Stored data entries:
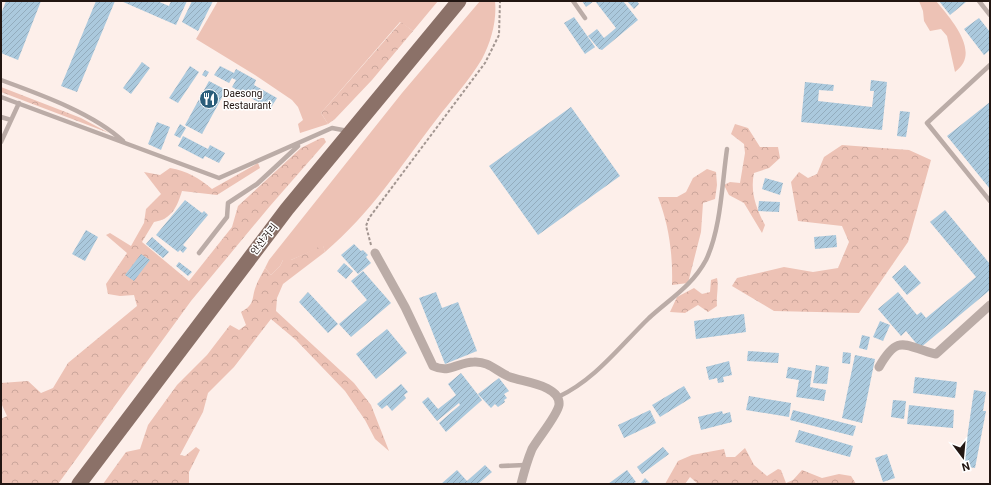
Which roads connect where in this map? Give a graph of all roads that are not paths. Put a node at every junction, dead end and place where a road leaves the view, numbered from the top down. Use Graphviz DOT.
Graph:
graph roads {
  1 [pos="459,1"];
  2 [pos="573,1"];
  3 [pos="979,1"];
  4 [pos="990,15"];
  5 [pos="585,18"];
  6 [pos="990,65"];
  7 [pos="1,80"];
  8 [pos="1,97"];
  9 [pos="19,103"];
  10 [pos="1,116"];
  11 [pos="11,120"];
  12 [pos="350,131"];
  13 [pos="1,142"];
  14 [pos="126,143"];
  15 [pos="301,143"];
  16 [pos="727,149"];
  17 [pos="990,201"];
  18 [pos="200,253"];
  19 [pos="375,253"];
  20 [pos="990,305"];
  21 [pos="879,367"];
  22 [pos="558,398"];
  23 [pos="525,465"];
  24 [pos="501,466"];
  25 [pos="79,484"];
  26 [pos="521,484"];
  1 -- 12 [label="main road, 안산거리"];
  2 -- 5 [label="lane"];
  3 -- 4 [label="lane"];
  6 -- 17 [label="lane"];
  7 -- 14 [label="lane"];
  8 -- 9 [label="lane"];
  9 -- 11 [label="lane"];
  9 -- 14 [label="lane"];
  10 -- 11 [label="lane"];
  11 -- 13 [label="lane"];
  12 -- 15 [label="lane"];
  12 -- 25 [label="main road, 안산거리"];
  14 -- 15 [label="lane"];
  15 -- 18 [label="lane"];
  16 -- 22 [label="lane"];
  19 -- 22 [label="street"];
  20 -- 21 [label="street"];
  22 -- 23 [label="street"];
  23 -- 24 [label="lane"];
  23 -- 26 [label="street"];
}
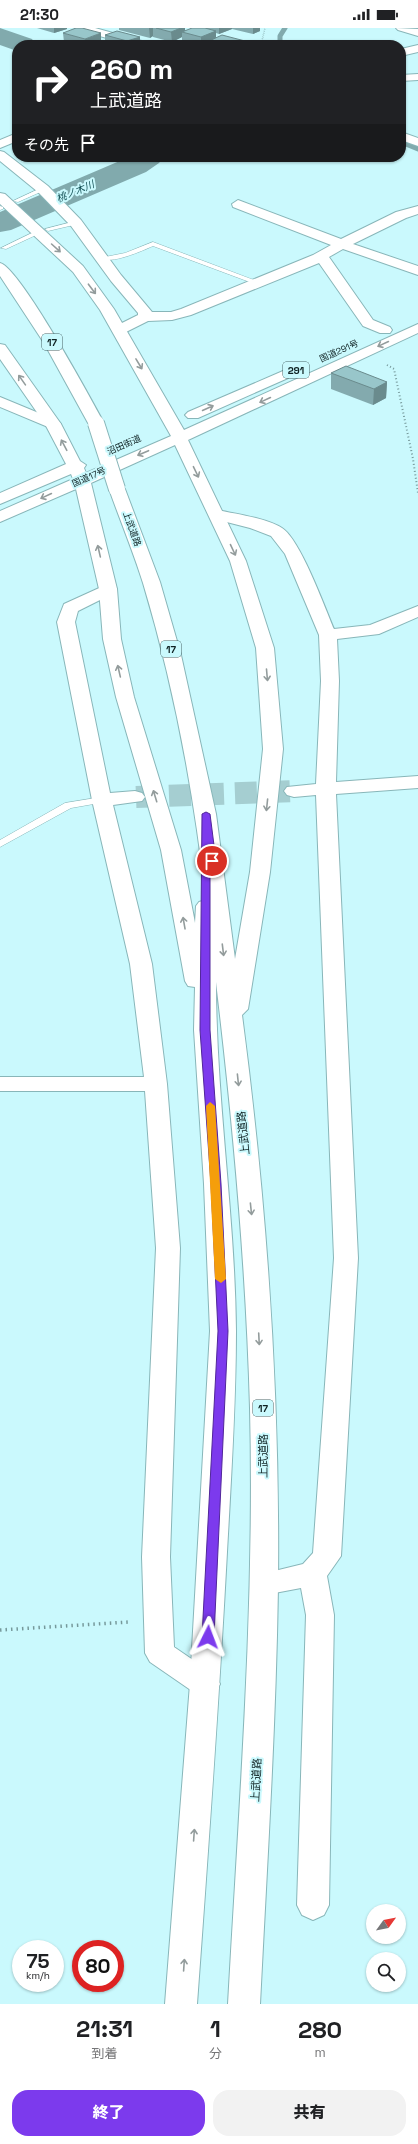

Task item: Your task is to set down each line above verbatim while excluding the pictures.

Solution below:
Which roads connect where in this map? Give a graph of all roads that are not paths. Put a node at every junction, dead end and place where a road leaves the view, numbered from the top down. Use Graphviz DOT.
Graph:
graph roads {
  1 [pos="459,1"];
  2 [pos="573,1"];
  3 [pos="979,1"];
  4 [pos="990,15"];
  5 [pos="585,18"];
  6 [pos="990,65"];
  7 [pos="1,80"];
  8 [pos="1,97"];
  9 [pos="19,103"];
  10 [pos="1,116"];
  11 [pos="11,120"];
  12 [pos="350,131"];
  13 [pos="1,142"];
  14 [pos="126,143"];
  15 [pos="301,143"];
  16 [pos="727,149"];
  17 [pos="990,201"];
  18 [pos="200,253"];
  19 [pos="375,253"];
  20 [pos="990,305"];
  21 [pos="879,367"];
  22 [pos="558,398"];
  23 [pos="525,465"];
  24 [pos="501,466"];
  25 [pos="79,484"];
  26 [pos="521,484"];
  1 -- 12 [label="main road, 안산거리"];
  2 -- 5 [label="lane"];
  3 -- 4 [label="lane"];
  6 -- 17 [label="lane"];
  7 -- 14 [label="lane"];
  8 -- 9 [label="lane"];
  9 -- 11 [label="lane"];
  9 -- 14 [label="lane"];
  10 -- 11 [label="lane"];
  11 -- 13 [label="lane"];
  12 -- 15 [label="lane"];
  12 -- 25 [label="main road, 안산거리"];
  14 -- 15 [label="lane"];
  15 -- 18 [label="lane"];
  16 -- 22 [label="lane"];
  19 -- 22 [label="street"];
  20 -- 21 [label="street"];
  22 -- 23 [label="street"];
  23 -- 24 [label="lane"];
  23 -- 26 [label="street"];
}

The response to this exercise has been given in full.